%%

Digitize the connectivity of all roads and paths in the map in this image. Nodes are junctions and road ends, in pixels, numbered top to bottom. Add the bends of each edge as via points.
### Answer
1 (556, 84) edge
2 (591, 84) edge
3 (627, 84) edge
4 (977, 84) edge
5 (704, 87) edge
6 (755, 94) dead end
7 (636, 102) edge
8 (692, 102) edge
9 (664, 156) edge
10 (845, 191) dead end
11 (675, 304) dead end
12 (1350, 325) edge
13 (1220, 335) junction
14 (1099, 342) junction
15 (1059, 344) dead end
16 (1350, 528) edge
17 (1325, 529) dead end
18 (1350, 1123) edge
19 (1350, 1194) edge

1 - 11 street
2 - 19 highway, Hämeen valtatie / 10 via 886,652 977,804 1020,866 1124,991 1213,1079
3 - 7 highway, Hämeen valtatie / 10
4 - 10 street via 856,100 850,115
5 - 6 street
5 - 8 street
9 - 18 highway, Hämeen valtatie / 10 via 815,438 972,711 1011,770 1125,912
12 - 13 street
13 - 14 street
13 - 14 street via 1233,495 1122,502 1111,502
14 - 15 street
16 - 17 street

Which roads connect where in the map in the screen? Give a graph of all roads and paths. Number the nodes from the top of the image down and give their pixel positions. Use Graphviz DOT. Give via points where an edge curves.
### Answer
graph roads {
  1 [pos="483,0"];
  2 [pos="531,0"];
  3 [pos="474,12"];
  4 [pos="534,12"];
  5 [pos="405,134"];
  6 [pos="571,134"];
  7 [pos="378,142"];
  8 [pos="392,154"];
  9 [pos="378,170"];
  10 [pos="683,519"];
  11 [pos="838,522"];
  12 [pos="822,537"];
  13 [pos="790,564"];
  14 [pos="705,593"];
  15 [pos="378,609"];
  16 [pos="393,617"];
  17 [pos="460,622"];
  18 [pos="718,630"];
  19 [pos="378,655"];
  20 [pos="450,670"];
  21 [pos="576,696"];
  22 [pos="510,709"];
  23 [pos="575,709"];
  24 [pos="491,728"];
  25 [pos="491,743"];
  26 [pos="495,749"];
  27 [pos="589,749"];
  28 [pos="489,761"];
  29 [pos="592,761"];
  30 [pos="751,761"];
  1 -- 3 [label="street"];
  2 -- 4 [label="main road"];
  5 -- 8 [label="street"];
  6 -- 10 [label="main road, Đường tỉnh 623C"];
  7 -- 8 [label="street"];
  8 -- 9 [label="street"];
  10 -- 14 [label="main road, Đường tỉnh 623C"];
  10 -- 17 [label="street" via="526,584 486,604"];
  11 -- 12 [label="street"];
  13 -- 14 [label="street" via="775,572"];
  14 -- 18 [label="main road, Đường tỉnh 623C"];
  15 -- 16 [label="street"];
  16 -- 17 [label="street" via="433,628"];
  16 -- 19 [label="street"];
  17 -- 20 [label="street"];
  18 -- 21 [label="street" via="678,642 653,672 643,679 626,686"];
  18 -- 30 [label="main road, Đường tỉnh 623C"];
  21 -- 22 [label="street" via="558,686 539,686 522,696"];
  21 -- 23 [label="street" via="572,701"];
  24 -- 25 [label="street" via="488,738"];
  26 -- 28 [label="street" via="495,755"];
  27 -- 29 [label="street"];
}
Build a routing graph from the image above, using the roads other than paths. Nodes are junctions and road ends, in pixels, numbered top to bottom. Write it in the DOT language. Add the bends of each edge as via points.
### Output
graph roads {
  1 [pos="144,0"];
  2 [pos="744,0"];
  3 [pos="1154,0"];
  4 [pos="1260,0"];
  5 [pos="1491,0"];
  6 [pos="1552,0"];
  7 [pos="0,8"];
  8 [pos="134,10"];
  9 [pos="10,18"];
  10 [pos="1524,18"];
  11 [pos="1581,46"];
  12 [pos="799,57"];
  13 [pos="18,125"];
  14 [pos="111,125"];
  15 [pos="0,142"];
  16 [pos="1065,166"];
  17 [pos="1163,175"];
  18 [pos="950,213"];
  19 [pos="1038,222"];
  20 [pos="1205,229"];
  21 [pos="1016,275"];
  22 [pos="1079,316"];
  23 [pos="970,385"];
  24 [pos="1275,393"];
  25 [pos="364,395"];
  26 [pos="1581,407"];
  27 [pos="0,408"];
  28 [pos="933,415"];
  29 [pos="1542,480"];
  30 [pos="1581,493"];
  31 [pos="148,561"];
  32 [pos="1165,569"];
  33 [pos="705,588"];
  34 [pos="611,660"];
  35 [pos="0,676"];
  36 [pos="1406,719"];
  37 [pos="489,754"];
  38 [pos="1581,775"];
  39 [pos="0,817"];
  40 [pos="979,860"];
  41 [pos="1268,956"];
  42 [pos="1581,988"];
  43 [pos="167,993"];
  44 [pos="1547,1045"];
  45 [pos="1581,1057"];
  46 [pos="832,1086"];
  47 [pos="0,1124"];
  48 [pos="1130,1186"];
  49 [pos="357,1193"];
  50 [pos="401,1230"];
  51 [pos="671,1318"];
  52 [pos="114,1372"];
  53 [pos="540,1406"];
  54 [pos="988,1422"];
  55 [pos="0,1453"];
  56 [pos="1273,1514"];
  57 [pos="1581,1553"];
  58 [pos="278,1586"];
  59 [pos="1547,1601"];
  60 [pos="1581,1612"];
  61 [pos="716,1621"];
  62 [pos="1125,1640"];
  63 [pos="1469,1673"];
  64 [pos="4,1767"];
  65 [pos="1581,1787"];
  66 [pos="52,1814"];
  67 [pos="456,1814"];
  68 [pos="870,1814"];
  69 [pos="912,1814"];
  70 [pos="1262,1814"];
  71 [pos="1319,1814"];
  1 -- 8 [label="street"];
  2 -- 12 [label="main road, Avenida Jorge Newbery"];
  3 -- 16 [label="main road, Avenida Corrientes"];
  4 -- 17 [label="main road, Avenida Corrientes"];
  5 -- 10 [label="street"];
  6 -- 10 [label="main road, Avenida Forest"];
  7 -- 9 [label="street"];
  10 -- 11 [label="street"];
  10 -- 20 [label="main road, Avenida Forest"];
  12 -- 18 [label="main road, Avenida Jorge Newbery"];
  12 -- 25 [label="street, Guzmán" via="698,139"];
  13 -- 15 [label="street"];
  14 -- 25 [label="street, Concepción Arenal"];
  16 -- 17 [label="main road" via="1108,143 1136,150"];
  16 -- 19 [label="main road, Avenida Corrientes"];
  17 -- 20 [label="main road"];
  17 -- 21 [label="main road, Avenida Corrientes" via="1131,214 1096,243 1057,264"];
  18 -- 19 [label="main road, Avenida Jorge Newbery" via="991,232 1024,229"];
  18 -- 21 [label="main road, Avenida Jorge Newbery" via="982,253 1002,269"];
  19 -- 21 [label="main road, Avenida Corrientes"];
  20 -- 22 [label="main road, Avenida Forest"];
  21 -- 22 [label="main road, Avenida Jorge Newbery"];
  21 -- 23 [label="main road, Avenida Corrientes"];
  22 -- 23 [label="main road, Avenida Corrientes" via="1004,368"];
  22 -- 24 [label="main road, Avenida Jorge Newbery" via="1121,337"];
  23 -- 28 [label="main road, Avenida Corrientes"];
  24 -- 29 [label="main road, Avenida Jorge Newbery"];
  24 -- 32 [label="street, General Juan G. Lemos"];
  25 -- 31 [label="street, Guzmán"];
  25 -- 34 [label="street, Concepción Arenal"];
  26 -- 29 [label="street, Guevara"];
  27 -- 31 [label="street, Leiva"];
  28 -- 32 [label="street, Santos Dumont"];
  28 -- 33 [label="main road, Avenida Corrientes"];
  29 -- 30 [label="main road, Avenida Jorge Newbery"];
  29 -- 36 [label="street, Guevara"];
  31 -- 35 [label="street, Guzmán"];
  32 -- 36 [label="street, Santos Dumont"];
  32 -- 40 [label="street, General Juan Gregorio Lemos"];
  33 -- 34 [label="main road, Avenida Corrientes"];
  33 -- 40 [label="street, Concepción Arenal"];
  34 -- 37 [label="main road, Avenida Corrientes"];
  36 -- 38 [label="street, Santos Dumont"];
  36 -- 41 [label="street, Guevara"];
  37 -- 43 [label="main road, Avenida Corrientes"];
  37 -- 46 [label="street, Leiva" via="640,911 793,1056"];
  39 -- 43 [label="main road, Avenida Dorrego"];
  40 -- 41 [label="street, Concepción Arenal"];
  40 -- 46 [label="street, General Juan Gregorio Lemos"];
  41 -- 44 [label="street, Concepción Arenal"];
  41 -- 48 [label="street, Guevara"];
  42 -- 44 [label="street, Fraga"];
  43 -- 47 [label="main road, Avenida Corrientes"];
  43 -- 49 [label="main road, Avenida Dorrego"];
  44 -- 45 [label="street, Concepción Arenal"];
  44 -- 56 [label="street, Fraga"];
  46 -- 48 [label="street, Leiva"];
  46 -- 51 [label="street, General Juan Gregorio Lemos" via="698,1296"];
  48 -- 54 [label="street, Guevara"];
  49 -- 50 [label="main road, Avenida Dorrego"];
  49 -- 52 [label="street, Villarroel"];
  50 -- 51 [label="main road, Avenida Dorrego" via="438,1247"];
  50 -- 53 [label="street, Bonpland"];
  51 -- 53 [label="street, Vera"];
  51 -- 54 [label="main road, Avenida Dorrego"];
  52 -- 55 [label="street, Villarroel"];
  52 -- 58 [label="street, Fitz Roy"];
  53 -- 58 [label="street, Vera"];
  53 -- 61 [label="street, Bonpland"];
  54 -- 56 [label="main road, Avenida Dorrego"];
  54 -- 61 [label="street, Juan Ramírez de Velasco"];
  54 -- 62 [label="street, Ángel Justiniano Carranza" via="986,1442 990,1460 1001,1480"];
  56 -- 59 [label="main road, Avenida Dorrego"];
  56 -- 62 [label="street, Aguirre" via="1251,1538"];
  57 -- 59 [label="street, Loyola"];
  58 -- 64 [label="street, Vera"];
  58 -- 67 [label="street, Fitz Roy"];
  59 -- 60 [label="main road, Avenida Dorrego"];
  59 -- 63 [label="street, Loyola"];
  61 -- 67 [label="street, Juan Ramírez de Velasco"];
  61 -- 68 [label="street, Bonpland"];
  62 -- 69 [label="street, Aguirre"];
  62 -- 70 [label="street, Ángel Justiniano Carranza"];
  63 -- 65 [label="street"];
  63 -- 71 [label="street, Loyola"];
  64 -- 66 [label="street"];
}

%%

TASK ITEM:
Working through the records above, copy each line in which "graph" is found.

SOLUTION:
Which roads connect where in the map in the screen? Give a graph of all roads and paths. Number the nodes from the top of the image down and give their pixel positions. Use Graphviz DOT. Give via points where an edge curves.
graph roads {
Build a routing graph from the image above, using the roads other than paths. Nodes are junctions and road ends, in pixels, numbered top to bottom. Write it in the DOT language. Add the bends of each edge as via points.
graph roads {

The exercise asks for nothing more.